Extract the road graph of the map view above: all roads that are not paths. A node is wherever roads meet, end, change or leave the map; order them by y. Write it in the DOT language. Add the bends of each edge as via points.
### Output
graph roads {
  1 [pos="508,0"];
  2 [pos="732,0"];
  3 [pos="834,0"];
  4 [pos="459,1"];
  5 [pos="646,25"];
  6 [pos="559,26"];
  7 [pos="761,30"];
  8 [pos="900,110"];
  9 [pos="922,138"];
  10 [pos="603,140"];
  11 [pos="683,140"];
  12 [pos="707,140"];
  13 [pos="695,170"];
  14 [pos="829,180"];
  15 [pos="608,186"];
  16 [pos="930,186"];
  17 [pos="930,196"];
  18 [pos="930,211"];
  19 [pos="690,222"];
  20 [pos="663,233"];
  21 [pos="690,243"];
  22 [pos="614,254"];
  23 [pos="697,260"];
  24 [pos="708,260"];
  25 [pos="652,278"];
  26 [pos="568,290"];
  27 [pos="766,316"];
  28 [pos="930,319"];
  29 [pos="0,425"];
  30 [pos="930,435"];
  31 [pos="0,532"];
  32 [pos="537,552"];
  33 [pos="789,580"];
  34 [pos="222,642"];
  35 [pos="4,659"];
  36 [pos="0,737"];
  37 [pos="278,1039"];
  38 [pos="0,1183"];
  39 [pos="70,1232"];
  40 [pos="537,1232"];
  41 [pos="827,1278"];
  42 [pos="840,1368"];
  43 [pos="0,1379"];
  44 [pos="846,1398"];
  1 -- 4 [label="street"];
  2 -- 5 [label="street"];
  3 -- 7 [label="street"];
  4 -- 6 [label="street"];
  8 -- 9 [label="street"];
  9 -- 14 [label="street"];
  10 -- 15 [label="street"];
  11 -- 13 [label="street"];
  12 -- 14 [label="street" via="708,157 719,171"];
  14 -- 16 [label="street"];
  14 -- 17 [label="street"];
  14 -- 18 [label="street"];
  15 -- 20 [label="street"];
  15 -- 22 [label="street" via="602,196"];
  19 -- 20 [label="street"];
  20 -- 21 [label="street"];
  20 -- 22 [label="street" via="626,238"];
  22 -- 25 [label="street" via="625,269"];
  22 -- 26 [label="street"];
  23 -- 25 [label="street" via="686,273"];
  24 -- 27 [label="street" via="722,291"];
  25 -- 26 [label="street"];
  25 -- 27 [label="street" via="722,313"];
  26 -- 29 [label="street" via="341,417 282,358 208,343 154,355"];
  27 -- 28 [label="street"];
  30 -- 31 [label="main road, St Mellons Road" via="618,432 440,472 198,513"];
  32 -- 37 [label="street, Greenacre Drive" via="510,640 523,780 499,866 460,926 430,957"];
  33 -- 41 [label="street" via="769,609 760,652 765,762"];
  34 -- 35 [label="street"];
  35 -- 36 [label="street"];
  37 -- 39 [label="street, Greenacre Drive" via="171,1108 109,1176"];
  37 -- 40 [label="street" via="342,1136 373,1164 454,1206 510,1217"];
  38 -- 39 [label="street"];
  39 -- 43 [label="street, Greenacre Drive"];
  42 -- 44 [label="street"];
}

****

→ ACTIVITY:
In the lines above, find each one with "Drive" and list it.

→ ANSWER TO THE PROBLEM:
  32 -- 37 [label="street, Greenacre Drive" via="510,640 523,780 499,866 460,926 430,957"];
  37 -- 39 [label="street, Greenacre Drive" via="171,1108 109,1176"];
  39 -- 43 [label="street, Greenacre Drive"];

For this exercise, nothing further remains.